> _WHAT TO WORK ON_
Transcribe every entry below word for word, but skip the pictures.

People photos with keypoints
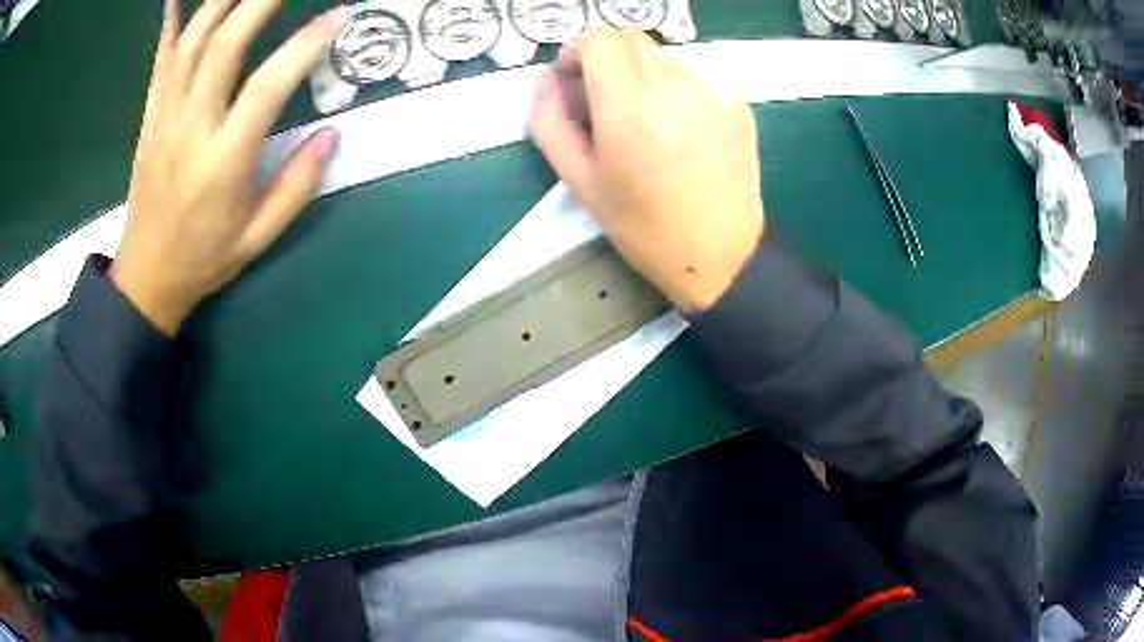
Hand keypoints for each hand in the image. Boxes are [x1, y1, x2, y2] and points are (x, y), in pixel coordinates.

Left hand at [110, 0, 348, 336]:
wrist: (146, 279)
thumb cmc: (204, 259)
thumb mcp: (259, 237)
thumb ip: (297, 185)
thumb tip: (333, 133)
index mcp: (222, 163)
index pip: (267, 87)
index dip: (305, 44)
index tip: (339, 14)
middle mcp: (189, 129)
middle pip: (222, 47)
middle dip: (259, 2)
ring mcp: (164, 119)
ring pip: (190, 44)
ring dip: (221, 3)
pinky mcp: (150, 119)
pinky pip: (160, 62)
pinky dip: (170, 25)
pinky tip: (176, 0)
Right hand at [529, 30, 763, 311]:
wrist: (720, 256)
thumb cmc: (643, 227)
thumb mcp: (580, 183)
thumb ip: (550, 124)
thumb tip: (546, 81)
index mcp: (627, 106)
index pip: (598, 38)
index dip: (578, 51)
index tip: (574, 78)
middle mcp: (673, 86)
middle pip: (631, 40)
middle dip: (608, 58)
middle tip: (604, 98)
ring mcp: (712, 92)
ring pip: (664, 58)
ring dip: (644, 76)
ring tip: (648, 123)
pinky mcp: (738, 105)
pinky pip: (696, 79)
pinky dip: (679, 92)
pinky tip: (683, 132)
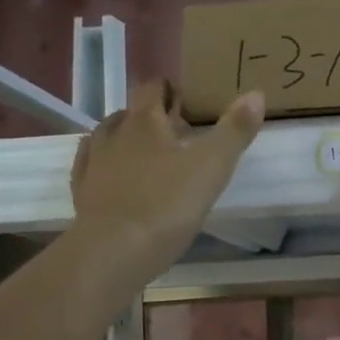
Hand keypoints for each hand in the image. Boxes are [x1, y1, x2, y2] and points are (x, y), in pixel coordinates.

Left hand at [68, 80, 264, 270]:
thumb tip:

> _RESPONSE FOR THIS EXERCISE_
Hand keypoints for each hand in the image. Boxes are [x1, y1, x2, y2] and points are (x, y), in pixel coordinates.

Left hand at [110, 0, 348, 336]:
wrist: (146, 279)
thumb cmc: (204, 259)
thumb mcp: (259, 237)
thumb ip: (297, 185)
thumb tip: (333, 133)
index mcp: (222, 163)
index pip: (267, 87)
index dip: (305, 44)
index tip: (339, 14)
middle mcp: (189, 129)
middle pip: (222, 47)
middle dip: (259, 2)
ring mcp: (164, 119)
ring pip: (190, 44)
ring dip: (221, 3)
pinky mcp: (150, 119)
pinky pip: (160, 62)
pinky dip: (170, 25)
pinky tip: (176, 0)
Right hand at [529, 30, 763, 311]:
wrist: (720, 256)
thumb cmc: (643, 227)
thumb mcp: (580, 183)
thumb ip: (550, 124)
thumb tip: (546, 81)
index mcp: (627, 106)
index pip: (598, 38)
index dip: (578, 51)
index tip: (574, 78)
middle mcp: (673, 86)
middle pip: (631, 40)
middle dip: (608, 58)
middle tip: (604, 98)
ring mcp: (712, 92)
ring pip: (664, 58)
ring dip: (644, 76)
ring tip: (648, 123)
pinky mcp: (738, 105)
pinky pip: (696, 79)
pinky dip: (679, 92)
pinky tip: (683, 132)
Hand keypoints for each hand in the image. Boxes are [x1, y1, x2, y2] and points are (x, y), in pixel coordinates.

Left hand at [68, 80, 264, 270]:
thumb tip:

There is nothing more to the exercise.